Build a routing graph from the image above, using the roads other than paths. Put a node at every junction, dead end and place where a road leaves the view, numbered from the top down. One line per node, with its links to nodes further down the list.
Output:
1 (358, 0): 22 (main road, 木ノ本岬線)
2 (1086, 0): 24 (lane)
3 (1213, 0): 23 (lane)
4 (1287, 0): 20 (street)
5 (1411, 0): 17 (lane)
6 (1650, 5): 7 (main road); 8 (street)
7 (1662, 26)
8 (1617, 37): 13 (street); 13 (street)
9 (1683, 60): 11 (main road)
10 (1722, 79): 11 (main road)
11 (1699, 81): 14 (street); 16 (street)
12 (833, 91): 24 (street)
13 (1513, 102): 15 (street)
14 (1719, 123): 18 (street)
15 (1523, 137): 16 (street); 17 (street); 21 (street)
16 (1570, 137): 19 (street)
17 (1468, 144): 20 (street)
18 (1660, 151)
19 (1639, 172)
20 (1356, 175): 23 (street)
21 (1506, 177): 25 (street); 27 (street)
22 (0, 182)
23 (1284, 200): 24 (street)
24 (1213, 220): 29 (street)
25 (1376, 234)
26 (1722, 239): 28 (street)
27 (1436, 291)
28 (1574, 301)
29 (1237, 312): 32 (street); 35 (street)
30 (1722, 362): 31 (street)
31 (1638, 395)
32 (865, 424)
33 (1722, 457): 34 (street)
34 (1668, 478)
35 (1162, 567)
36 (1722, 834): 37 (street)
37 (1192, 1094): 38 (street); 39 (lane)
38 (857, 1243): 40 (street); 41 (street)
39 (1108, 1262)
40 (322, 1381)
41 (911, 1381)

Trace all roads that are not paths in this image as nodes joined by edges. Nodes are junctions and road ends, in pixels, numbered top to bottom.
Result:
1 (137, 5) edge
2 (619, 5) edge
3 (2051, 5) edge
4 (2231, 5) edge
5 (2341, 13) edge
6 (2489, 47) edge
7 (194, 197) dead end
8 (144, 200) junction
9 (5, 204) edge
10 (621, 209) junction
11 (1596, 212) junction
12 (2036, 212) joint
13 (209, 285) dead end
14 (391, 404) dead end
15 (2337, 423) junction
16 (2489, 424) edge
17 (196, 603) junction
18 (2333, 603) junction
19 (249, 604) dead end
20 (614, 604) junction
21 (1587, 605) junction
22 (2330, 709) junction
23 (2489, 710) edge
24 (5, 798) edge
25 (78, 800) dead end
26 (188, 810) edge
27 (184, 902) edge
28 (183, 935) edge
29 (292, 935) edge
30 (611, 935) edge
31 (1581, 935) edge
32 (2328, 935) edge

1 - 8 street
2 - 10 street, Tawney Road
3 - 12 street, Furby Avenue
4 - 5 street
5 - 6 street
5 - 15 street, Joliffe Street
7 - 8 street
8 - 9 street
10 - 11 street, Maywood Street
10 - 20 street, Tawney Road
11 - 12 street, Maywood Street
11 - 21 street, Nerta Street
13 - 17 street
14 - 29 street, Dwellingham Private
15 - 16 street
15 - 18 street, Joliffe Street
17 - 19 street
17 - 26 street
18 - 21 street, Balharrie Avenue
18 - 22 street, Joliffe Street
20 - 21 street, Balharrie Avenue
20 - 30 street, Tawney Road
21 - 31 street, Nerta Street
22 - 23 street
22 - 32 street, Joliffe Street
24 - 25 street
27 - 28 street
◇ ◇ ◇ ◇ ◇ ◇ ◇
Work instructions – Give only the number of lines in the data that hold the word "Tawney".

Exercise response – 3